Mais je vous demanderai si à présent l’on peut changer le système actuel de la perception de l’impôt dont il s’agit. Pourquoi ce système ? C’est pour éviter la fraude ; comme c’est un impôt qui est établi uniquement pour produire un grand revenu, et qui est d’une telle hauteur qu’il force à la fraude, il faut prendre des moyens efficaces pour l’empêcher.
Quand je veux un impôt tel, je dois, pour le percevoir, en vouloir les conséquences. Cependant je n’oserais pas même déclarer qu’il faut conserver le système actuel. Il est certain que ce système prête à beaucoup d’inconvénients, à beaucoup de fiscalité.
Je parle surtout du recensement : le recensement est certainement accompagné de fiscalités, et à cet égard il n’y a qu’un cri général dans le pays.
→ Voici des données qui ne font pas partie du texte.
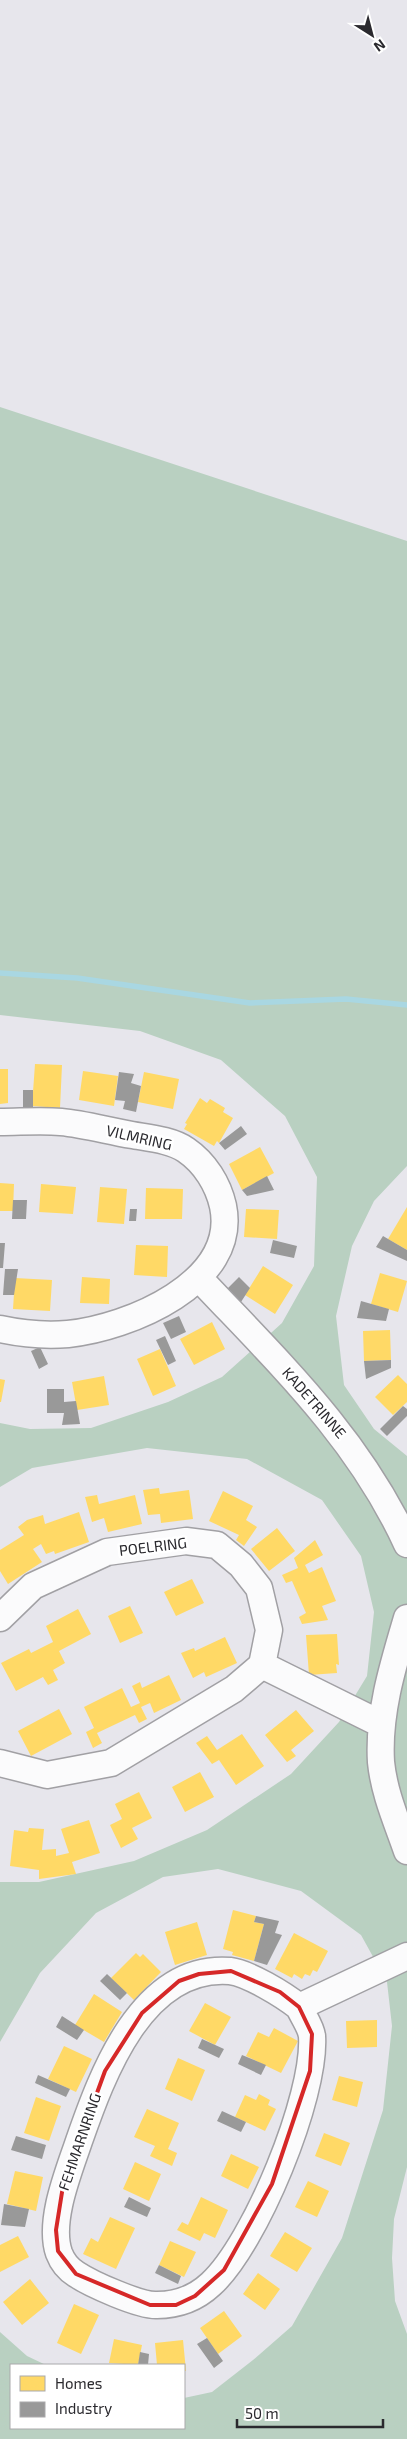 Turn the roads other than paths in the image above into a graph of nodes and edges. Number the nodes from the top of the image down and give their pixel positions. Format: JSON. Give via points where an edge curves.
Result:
{"nodes":[{"id":1,"x":0,"y":1122,"type":"edge"},
{"id":2,"x":199,"y":1278,"type":"junction"},
{"id":3,"x":0,"y":1329,"type":"edge"},
{"id":4,"x":407,"y":1544,"type":"edge"},
{"id":5,"x":0,"y":1618,"type":"edge"},
{"id":6,"x":407,"y":1618,"type":"edge"},
{"id":7,"x":262,"y":1665,"type":"junction"},
{"id":8,"x":381,"y":1724,"type":"junction"},
{"id":9,"x":0,"y":1763,"type":"edge"},
{"id":10,"x":407,"y":1851,"type":"edge"},
{"id":11,"x":407,"y":1956,"type":"edge"},
{"id":12,"x":299,"y":2007,"type":"junction"}],
"edges":[{"from":1,"to":2,"type":"street","name":"VILMRING","via":[[61,1122],[158,1140],[186,1150],[206,1169],[220,1190],[225,1215],[218,1250]]},
{"from":2,"to":3,"type":"street","name":"VILMRING","via":[[172,1299],[142,1314],[105,1326],[69,1334],[31,1336]]},
{"from":2,"to":4,"type":"street","name":"KADETRINNE","via":[[299,1384],[347,1441],[388,1504]]},
{"from":5,"to":7,"type":"street","name":"POELRING","via":[[33,1586],[107,1552],[186,1540],[217,1545],[241,1565],[259,1588],[269,1630]]},
{"from":6,"to":8,"type":"street"},
{"from":7,"to":8,"type":"street"},
{"from":7,"to":9,"type":"street","via":[[234,1689],[111,1763],[47,1775]]},
{"from":8,"to":10,"type":"street","via":[[381,1763],[388,1798]]},
{"from":11,"to":12,"type":"street"},
{"from":12,"to":12,"type":"street","name":"FEHMARNRING","via":[[280,1992],[232,1971],[199,1974],[179,1982],[142,2013],[105,2071],[63,2186],[56,2230],[58,2252],[76,2274],[150,2306],[176,2305],[195,2296],[224,2270],[264,2201],[304,2100],[312,2034]]}]}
Si l’on veut changer le système actuel, qu’on le fasse surtout en vue de ce recensement. Quand on trouve des déficits ou des excédants, on met à l’amende les sauniers, alors même qu’ils ont agi avec la meilleure foi du monde.
C’est cette considération qui me met en doute si je dois adopter ou non la continuation du système actuel. Je pense au moins que c’est là mon motif pour tâcher de rendre l’exécution de la loi moins fiscale, et si le fisc le voulait, je pense que le recensement pourrait se faire sans fiscalité.
Etes-vous bien sûr qu’avec la circulation uniquement documentée du sel brut vous pourrez avoir une surveillance assez forte pour prévenir la fraude ?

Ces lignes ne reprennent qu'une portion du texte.